Not exactly re-inventing the wheel here, but whatever, man. People dig ’em and I’m nothing if not a populist. Besides, I used eggs from Amber Waves Farm in Amagansett, so these are basically farm-to-table. Anyway, there’s really not much to these. It’s your basic brownie recipe combined with your basic cream cheese filling recipe to make a pretty looking (and tasty) little snack. I did, however, include a picture of cute dog, so let the page views commence!
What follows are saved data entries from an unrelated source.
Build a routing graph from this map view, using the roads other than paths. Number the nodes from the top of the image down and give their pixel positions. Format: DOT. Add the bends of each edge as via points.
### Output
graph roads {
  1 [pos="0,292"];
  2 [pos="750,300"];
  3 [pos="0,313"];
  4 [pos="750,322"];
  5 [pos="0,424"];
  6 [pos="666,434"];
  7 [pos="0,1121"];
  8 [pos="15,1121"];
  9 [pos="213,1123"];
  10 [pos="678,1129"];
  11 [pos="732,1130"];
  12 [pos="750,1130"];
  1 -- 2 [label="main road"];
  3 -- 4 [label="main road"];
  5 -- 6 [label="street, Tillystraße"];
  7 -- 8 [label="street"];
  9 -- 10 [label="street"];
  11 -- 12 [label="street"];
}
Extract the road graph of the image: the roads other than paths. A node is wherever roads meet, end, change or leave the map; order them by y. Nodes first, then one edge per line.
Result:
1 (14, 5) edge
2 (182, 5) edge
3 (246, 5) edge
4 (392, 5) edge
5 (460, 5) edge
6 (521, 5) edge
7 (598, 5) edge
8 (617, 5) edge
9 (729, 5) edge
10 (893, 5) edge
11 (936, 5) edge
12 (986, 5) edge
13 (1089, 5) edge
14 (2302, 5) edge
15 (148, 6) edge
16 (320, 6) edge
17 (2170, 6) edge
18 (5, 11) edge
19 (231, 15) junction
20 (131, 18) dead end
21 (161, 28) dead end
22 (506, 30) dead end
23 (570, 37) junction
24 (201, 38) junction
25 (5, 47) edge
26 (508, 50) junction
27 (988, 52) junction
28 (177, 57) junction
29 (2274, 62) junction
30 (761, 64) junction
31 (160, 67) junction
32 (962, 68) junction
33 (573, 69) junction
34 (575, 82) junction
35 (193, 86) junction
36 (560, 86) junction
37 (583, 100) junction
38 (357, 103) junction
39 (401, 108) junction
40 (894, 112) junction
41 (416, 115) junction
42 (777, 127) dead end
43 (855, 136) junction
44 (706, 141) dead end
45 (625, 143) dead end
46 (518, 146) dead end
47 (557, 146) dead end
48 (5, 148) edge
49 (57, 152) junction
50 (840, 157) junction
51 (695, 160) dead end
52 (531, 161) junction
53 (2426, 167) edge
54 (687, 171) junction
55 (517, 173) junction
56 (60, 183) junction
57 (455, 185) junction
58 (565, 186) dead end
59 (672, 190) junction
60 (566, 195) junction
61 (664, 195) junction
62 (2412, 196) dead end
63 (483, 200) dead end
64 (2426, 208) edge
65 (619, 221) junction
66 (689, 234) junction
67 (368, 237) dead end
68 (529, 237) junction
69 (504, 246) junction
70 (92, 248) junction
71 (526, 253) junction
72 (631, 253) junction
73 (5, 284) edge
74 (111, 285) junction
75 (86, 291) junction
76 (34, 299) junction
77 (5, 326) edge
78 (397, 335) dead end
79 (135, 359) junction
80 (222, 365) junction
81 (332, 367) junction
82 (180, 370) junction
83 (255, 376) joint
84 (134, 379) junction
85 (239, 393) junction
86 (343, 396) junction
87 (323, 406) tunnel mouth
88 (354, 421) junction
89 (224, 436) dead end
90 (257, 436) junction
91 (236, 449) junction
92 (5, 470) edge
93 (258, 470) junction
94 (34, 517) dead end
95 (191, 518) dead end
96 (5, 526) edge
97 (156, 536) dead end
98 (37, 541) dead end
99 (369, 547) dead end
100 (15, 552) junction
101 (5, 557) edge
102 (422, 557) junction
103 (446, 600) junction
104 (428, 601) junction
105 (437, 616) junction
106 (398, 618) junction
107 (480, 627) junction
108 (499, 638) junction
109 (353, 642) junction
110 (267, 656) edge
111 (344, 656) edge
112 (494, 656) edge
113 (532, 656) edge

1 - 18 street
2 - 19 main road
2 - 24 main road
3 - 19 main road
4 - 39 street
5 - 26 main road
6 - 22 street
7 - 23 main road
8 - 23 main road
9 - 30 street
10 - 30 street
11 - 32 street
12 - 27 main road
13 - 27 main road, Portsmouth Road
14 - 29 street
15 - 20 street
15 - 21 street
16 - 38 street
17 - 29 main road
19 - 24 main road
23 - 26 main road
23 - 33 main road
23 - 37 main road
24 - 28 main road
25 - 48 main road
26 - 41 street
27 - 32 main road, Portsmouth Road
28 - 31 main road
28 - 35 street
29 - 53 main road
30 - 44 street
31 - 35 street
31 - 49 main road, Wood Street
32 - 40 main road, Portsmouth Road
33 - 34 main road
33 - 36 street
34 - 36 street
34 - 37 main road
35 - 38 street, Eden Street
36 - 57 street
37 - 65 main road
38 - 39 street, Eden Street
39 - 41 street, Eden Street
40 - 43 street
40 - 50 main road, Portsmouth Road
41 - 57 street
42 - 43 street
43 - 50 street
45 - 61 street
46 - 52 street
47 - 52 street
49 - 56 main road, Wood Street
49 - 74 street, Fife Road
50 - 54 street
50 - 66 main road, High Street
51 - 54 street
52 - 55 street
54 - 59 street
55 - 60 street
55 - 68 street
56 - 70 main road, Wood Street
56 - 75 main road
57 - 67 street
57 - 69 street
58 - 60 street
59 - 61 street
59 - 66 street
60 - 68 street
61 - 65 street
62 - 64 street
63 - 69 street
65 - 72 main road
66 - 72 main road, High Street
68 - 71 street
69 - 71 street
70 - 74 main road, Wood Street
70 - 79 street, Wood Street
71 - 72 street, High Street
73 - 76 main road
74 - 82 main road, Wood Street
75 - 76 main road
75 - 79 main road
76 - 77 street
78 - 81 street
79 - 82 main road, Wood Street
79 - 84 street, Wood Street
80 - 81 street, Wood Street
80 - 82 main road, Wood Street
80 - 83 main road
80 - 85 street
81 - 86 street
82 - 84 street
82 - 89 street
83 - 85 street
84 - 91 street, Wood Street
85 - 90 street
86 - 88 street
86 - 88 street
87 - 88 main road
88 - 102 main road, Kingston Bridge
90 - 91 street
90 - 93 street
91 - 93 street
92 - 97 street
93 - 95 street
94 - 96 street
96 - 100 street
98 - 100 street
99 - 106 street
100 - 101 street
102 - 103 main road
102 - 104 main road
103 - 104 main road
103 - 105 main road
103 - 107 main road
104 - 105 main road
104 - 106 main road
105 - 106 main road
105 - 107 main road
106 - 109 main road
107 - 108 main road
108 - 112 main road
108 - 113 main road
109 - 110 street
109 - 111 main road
Brownies (this recipe, halved and without the browning of the butter)
- 1/2 cup butter, melted
- 1 cup granulated sugar
- 2 eggs
- 1/2 tablespoon vanilla extract
- 1/3 cup unsweetened cocoa powder
- 1/2 cup flour
- 1/4 teaspoon salt
- 1/4 teaspoon baking powder
Cheesecake filling (from my dome, son!)
- 8 oz. softened cream cheese
- 3 tablespoons granulated sugar
- 1 egg yolk
- Preheat oven to 325 degrees and prepare a couple of 18-count mini muffin pans with non-stick cooking spray.
- In the large bowl, use a hand mixer to cream butter and sugar.
- Add the eggs, one at a time, and mix until fully incorporated.
- Add the vanilla and mix some mo’.
- Add the cocoa powder, flour, salt and baking soda and mix until just combined (like 2 minutes, tops).* Set aside.
- Clean off your hand mixer’s mixing things (do they have a name?).
- In a separate bowl, use a hand mixer on medium/medium low and beat cream cheese, sugar, and egg yolk until creamy (about 2 – 3 minutes).
- Put that cream cheese business in a piping bag!
- Fill each muffin cup with 1 tablespoon of brownie mix, about halfway.
- Pipe a teaspoon-sized dollop of the cream cheese mixture in the center of each brownie batter-filled muffin cup.
- Use a toothpick to swirl the cream cheese and make it look pretty.
- Bake for 17 – 20 minutes.
- Allow the brownies to cool for 5 – 7 minutes before transferring to a wire rack to finish the job.
- Fool your dog into thinking you’re going to give her one, but, in reality, you’re really just using her to take a picture because people on Instagram like dogs.
*Generally, I’m a fan of whisking together dry ingredients before adding them to the wet ones, but I was being lazy. And this is not exactly haute cuisine here.